THE RECOVERY in sentiment among Irish manufacturing firms waned in July, according to the NCB Purchasing Managers’ Index.
Seasonally adjusted, the pace of output growth slowed for the second month in a row. This adds to the concerns raised about the wider economic recovery following last Friday’s weak retail sales figures.
The index, which is compiled in 26 economies across the world according to the same methodology, shows that Irish manufacturing in July was at or near stagnation, even when adjusted for seasonal summer factors.
The headline composite index fell to 51.4 from 51.8, the weakest in five months (a value above 50 suggests expansion, while below 50 points to contraction).
The employment sub-component of the survey suggests that manufacturers continue to shed labour, albeit at a reduced rate. The jobs sub-component has been in negative territory since the end of 2007, but the rate of contraction has been easing and looks close to a turning point.
While employment is heading in the right direction from a weak position, new manufacturing orders, by contrast, are heading in the wrong direction. From a seasonally adjusted peak in March 2010, purchasing managers in the manufacturing sector have been reporting a declining rate of growth in new business in each subsequent month.

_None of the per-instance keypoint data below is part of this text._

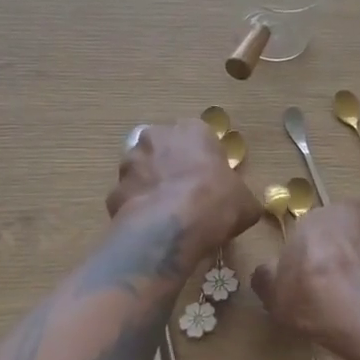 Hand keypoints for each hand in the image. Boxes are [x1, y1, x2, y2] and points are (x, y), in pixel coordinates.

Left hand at [108, 120, 260, 256]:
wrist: (170, 228)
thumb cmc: (215, 203)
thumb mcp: (245, 202)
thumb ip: (240, 196)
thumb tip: (241, 205)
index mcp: (192, 130)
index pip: (199, 138)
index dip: (205, 161)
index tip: (211, 182)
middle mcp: (157, 137)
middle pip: (166, 149)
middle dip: (173, 167)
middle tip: (187, 195)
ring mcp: (130, 162)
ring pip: (142, 171)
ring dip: (152, 186)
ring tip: (166, 215)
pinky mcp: (113, 190)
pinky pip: (129, 197)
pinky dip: (137, 209)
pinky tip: (150, 228)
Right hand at [251, 200, 359, 359]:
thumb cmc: (313, 299)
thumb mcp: (273, 294)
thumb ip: (268, 275)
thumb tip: (268, 271)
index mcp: (316, 216)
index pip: (313, 231)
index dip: (314, 255)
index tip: (314, 279)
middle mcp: (353, 210)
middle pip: (348, 228)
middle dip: (346, 249)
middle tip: (342, 282) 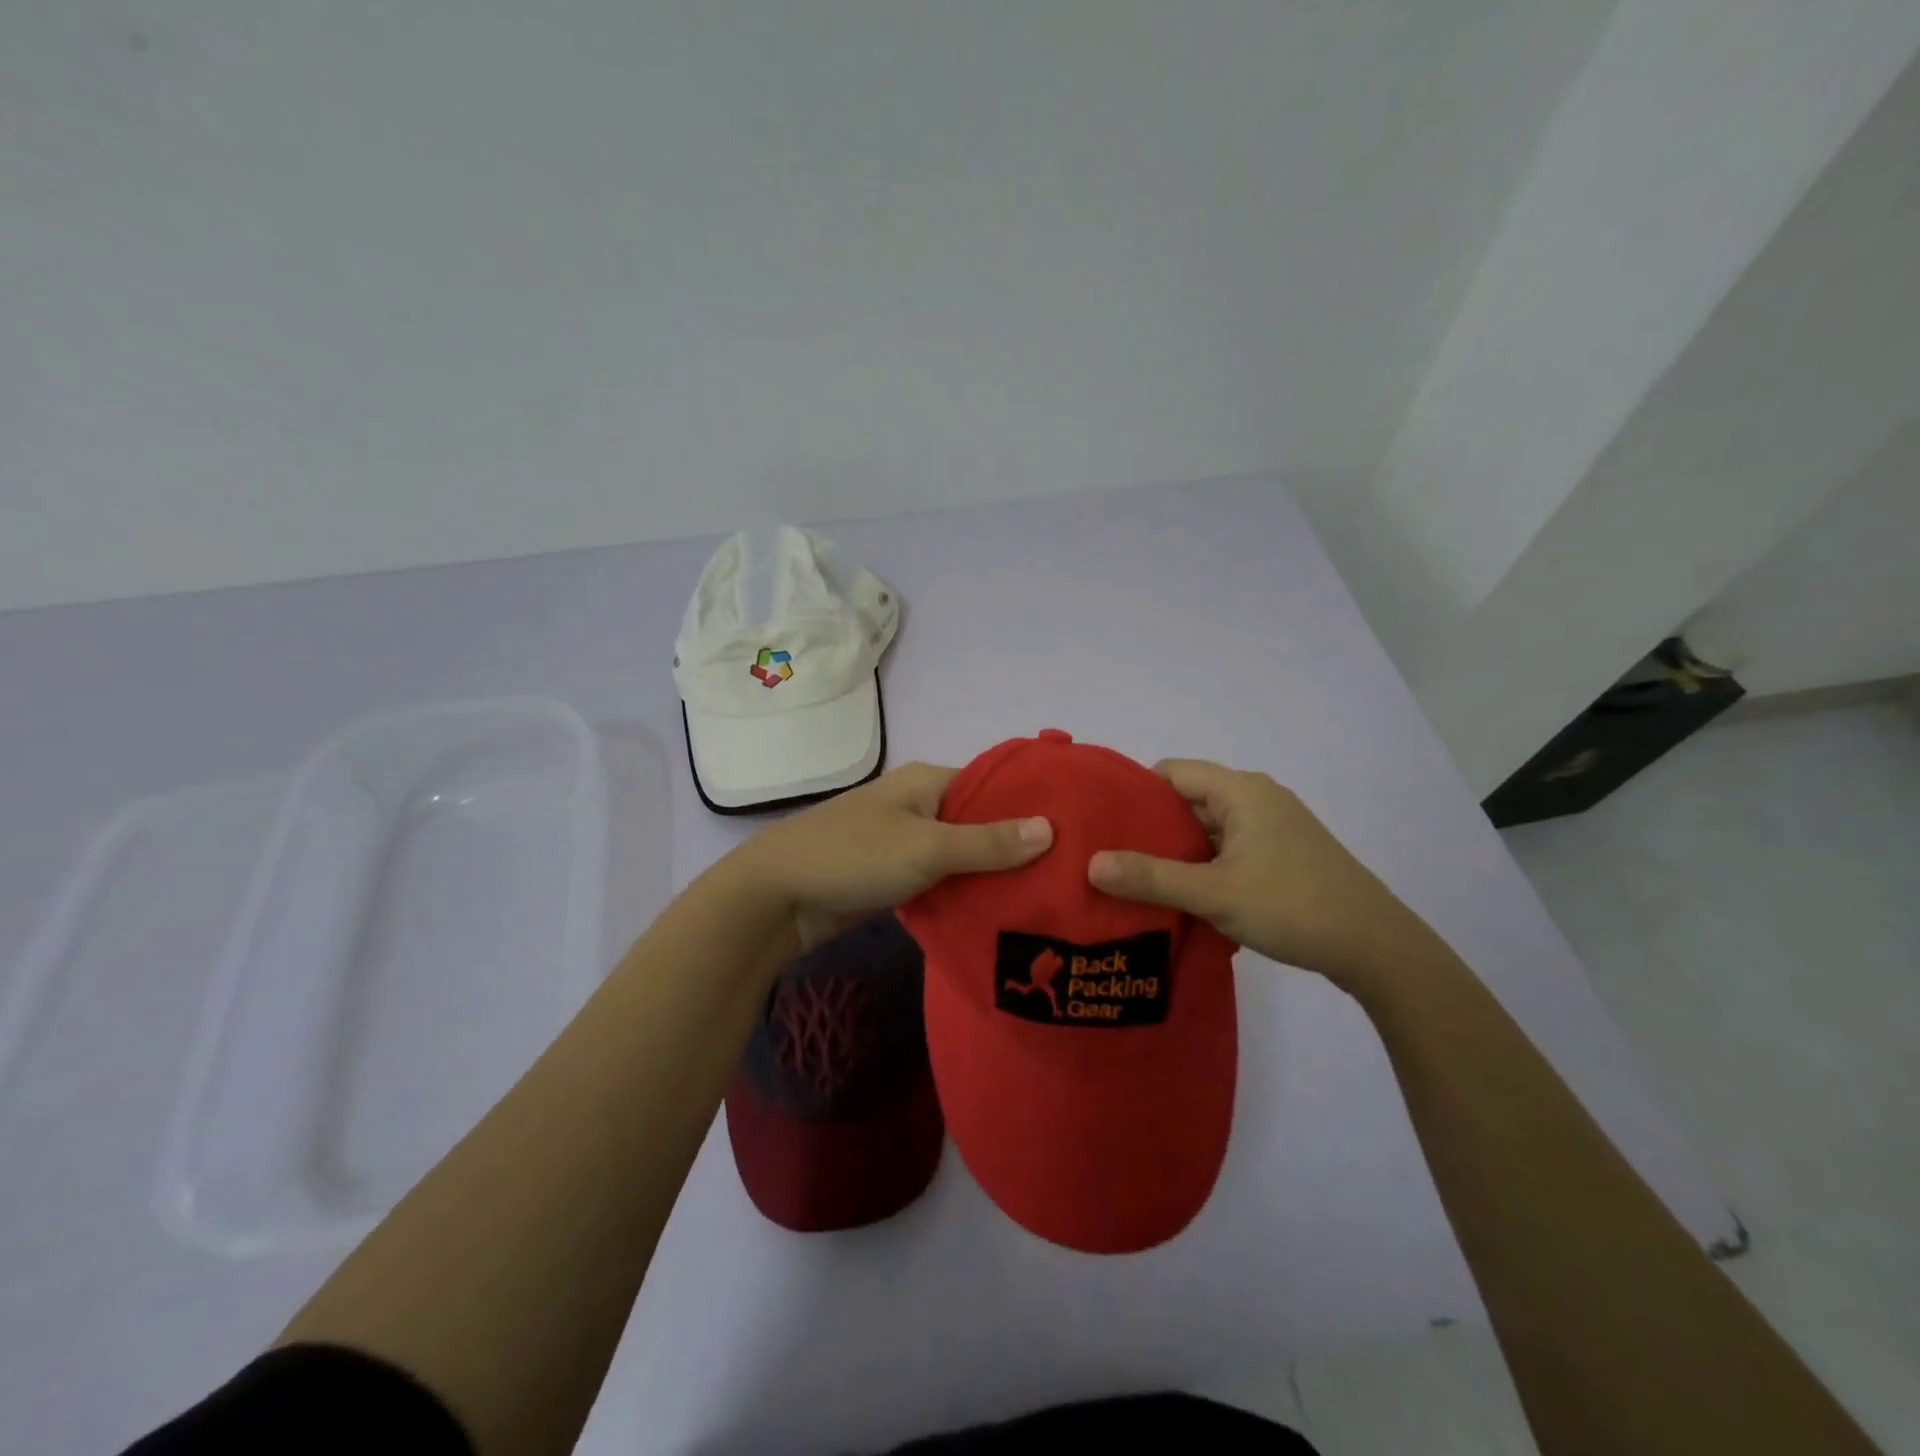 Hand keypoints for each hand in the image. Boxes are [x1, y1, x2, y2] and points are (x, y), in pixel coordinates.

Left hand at [732, 762, 1052, 955]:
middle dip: (1018, 847)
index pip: (995, 786)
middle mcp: (920, 805)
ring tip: (1045, 898)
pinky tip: (999, 914)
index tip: (1076, 833)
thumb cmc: (853, 856)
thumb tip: (1052, 828)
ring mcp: (905, 841)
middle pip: (981, 822)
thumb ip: (987, 842)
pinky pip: (941, 879)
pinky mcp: (894, 876)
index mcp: (929, 782)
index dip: (1033, 806)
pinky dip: (964, 892)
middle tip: (1069, 876)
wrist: (776, 896)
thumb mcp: (926, 848)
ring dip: (992, 874)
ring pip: (962, 854)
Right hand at [1086, 759, 1430, 993]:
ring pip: (1208, 828)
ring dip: (1176, 850)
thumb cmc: (1293, 906)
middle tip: (1110, 854)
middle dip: (1150, 826)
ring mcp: (1273, 827)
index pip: (1172, 772)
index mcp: (1241, 791)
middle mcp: (1257, 798)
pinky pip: (1228, 848)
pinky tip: (1181, 894)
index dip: (1134, 792)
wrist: (1377, 948)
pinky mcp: (1282, 854)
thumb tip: (1091, 864)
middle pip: (1188, 799)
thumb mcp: (1214, 893)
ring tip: (1135, 877)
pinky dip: (1202, 864)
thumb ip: (1151, 877)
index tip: (1101, 822) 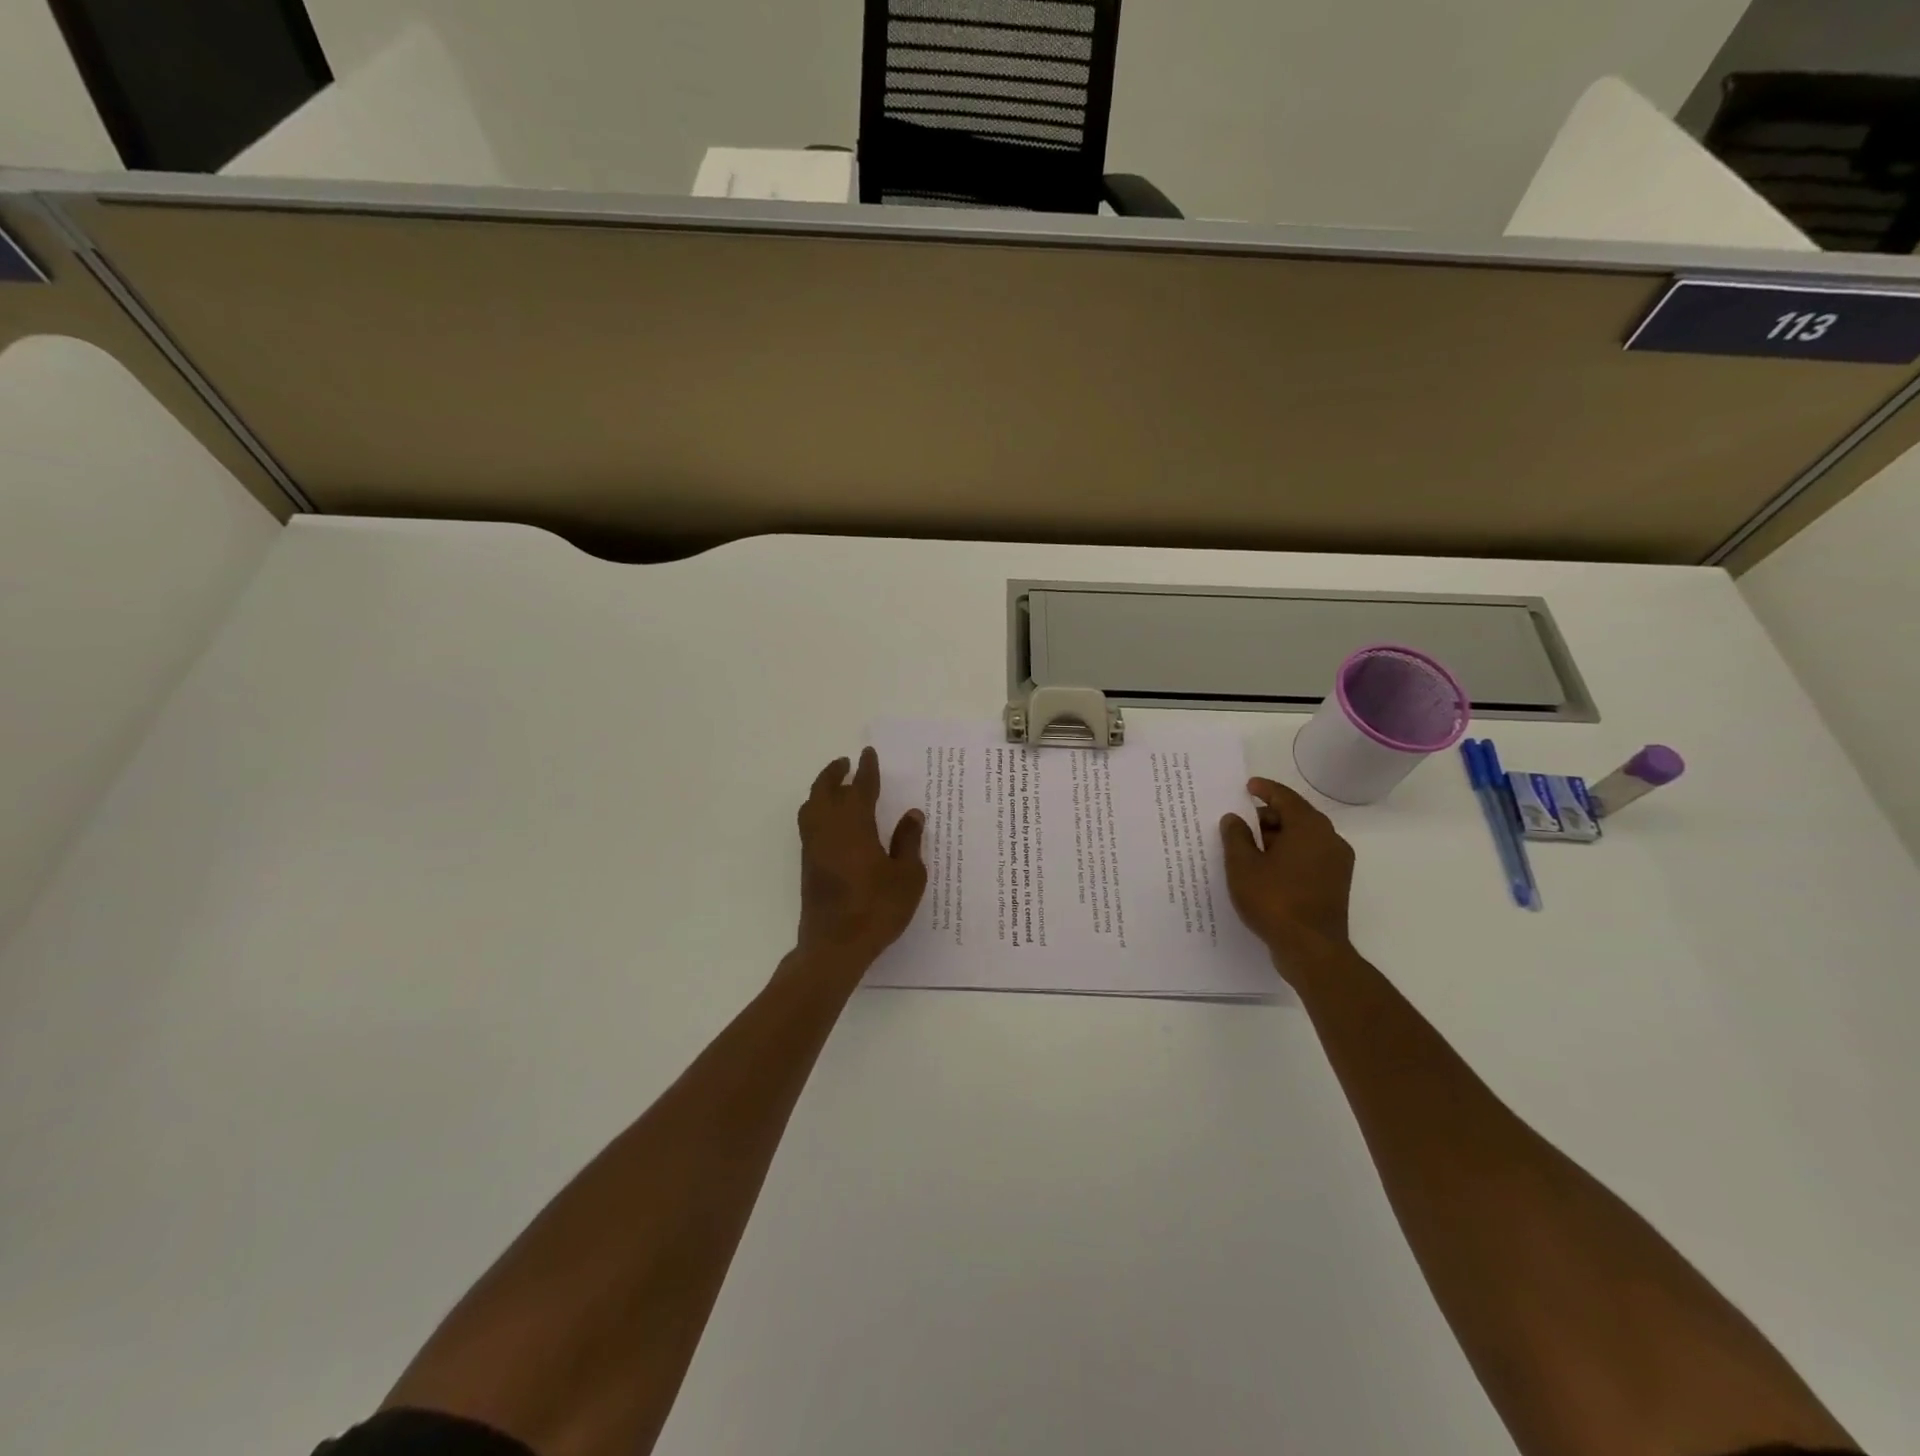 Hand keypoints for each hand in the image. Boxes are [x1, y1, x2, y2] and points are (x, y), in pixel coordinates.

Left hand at [794, 748, 927, 969]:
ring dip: (821, 790)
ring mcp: (813, 847)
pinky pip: (809, 824)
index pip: (861, 787)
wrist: (835, 945)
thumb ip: (908, 842)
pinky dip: (817, 811)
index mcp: (855, 824)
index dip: (866, 769)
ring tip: (834, 786)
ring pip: (811, 806)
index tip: (868, 754)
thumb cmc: (877, 908)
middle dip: (834, 773)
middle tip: (845, 763)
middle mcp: (829, 828)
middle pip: (825, 790)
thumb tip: (911, 814)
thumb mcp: (907, 876)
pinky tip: (830, 821)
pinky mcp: (807, 864)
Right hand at [1220, 778, 1355, 978]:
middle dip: (1268, 816)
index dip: (1265, 790)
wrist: (1311, 949)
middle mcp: (1329, 839)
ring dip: (1277, 837)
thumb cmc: (1274, 900)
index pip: (1285, 797)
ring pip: (1303, 838)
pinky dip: (1288, 855)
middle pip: (1296, 817)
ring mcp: (1336, 863)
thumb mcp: (1243, 866)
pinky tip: (1265, 868)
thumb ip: (1236, 836)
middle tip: (1240, 822)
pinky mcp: (1335, 884)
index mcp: (1309, 827)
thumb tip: (1234, 819)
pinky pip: (1309, 857)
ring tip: (1248, 847)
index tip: (1248, 786) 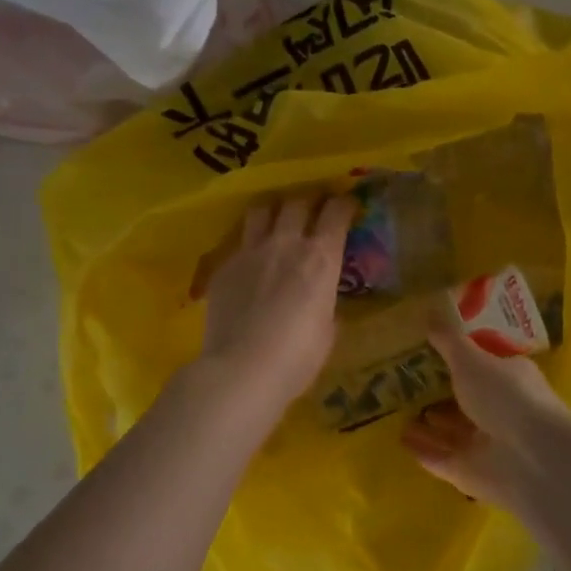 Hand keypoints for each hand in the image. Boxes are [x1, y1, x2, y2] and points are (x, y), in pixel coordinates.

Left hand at [201, 193, 355, 415]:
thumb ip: (325, 302)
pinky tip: (250, 261)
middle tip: (312, 209)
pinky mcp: (224, 266)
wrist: (242, 369)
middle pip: (297, 201)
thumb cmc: (298, 357)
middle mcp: (286, 243)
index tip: (346, 206)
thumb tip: (319, 298)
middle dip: (308, 201)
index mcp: (321, 257)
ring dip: (273, 209)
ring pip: (262, 209)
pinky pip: (239, 242)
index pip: (336, 212)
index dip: (343, 204)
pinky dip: (249, 244)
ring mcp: (251, 251)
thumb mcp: (327, 329)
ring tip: (276, 219)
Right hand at [401, 310, 570, 511]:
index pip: (482, 365)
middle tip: (404, 382)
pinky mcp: (471, 474)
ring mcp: (486, 444)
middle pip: (465, 400)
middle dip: (439, 394)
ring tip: (397, 411)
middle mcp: (500, 410)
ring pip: (452, 432)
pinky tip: (400, 440)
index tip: (428, 350)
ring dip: (428, 424)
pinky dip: (423, 450)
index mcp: (509, 378)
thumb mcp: (471, 359)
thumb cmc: (505, 396)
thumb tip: (428, 310)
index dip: (458, 358)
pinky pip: (442, 459)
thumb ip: (448, 340)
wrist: (531, 459)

The new export order index stood at 54.1 in July, down from a recent peak of 59.2 in May. Although no figures for domestic orders are published, these are likely still to be contracting.
Backlogs of work fell for the fourth month in a row, and a rise in the cost of raw materials forced a sharp increase in input costs during the month.
Pressure from customers caused Irish manufacturers to reduce output charges for the first time since April, although the decrease was marginal.